Google Cloud is seeking a Software Engineer specializing in ML/AI Reference Models to join their Technical Infrastructure team. This role focuses on shaping the future of AI/ML hardware acceleration, particularly working with TPU (Tensor Processing Unit) technology that powers Google's most demanding AI/ML applications. The position involves developing functional and performance models for ML compute IPs and integrating them with the Cloud TPU SoC model.
As part of a diverse team, you'll be pushing boundaries in custom silicon solutions that power Google's TPU. Your responsibilities will include working closely with ML and SoC architecture teams to understand instruction sets and architecture of ML IPs in detail. You'll collaborate with pre-silicon, post-silicon, and software teams to implement these models in their validation flows, contributing to the delivery of high-quality designs for next-generation data center accelerators.
The role is based in Google's Technical Infrastructure team, which is fundamental to maintaining and developing Google's data centers and platforms. This team takes pride in being the engineers' engineers, focusing on keeping networks running optimally and ensuring the best possible user experience.

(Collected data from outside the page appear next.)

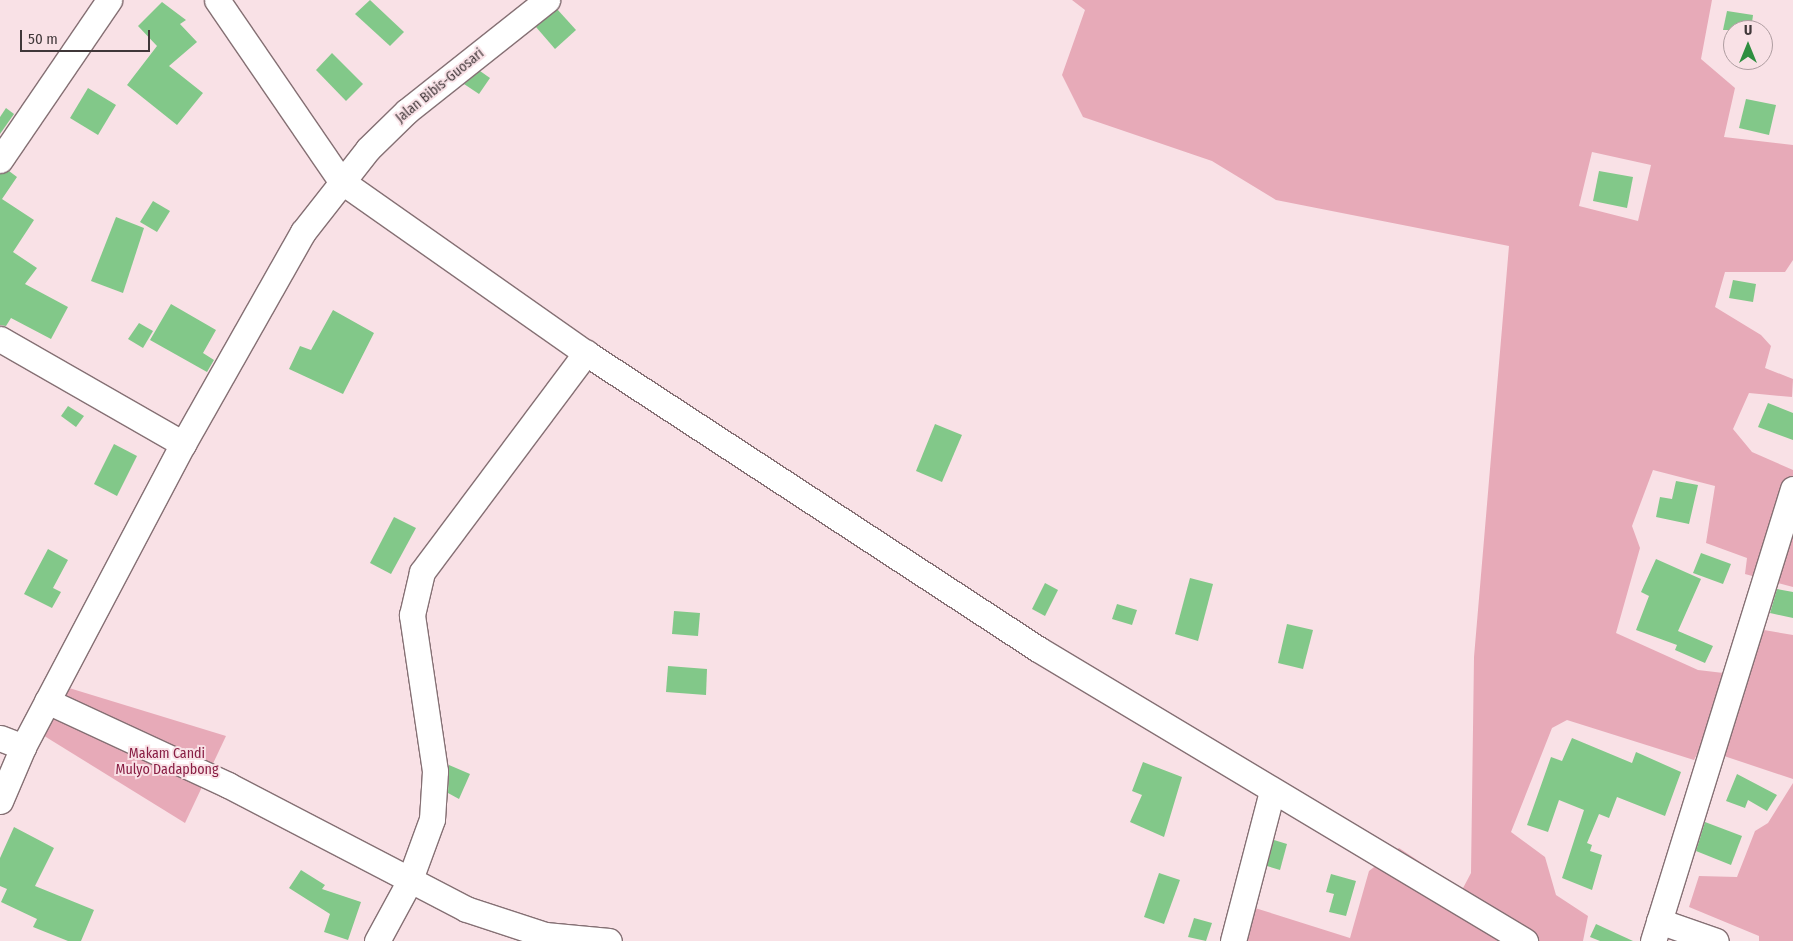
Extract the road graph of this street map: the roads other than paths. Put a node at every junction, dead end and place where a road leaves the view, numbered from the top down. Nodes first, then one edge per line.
1 (109, 0) edge
2 (217, 0) edge
3 (547, 0) edge
4 (0, 160) edge
5 (341, 181) junction
6 (0, 339) edge
7 (586, 353) junction
8 (183, 444) junction
9 (1793, 489) edge
10 (48, 701) junction
11 (0, 738) edge
12 (23, 748) junction
13 (1272, 791) junction
14 (0, 801) edge
15 (409, 882) junction
16 (1656, 931) edge
17 (377, 941) edge
18 (609, 941) edge
19 (1233, 941) edge
20 (1526, 941) edge
21 (1716, 941) edge

1 - 4 street
2 - 5 street
3 - 5 street, Jalan Bibis-Guosari
5 - 7 street
5 - 8 street, Jalan Bibis-Guosari
6 - 8 street
7 - 13 street
7 - 15 street
8 - 10 street, Jalan Bibis-Guosari
9 - 16 street
10 - 12 street, Jalan Bibis-Guosari
10 - 15 street
11 - 12 street
12 - 14 street, Jalan Bibis-Guosari
13 - 19 street
13 - 20 street
15 - 17 street
15 - 18 street
16 - 21 street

This position offers an exciting opportunity to work at the intersection of hardware and machine learning, contributing to cutting-edge technology that powers Google's AI applications. The ideal candidate will combine technical expertise in hardware modeling with a strong understanding of machine learning architectures, making this role perfect for someone passionate about advancing AI hardware acceleration technology.
Working at Google also means being part of a company that values diversity, equality, and inclusion, with a strong commitment to building a representative workforce and creating a culture of belonging. The role offers the chance to work on impactful projects while being part of a supportive and innovative team environment.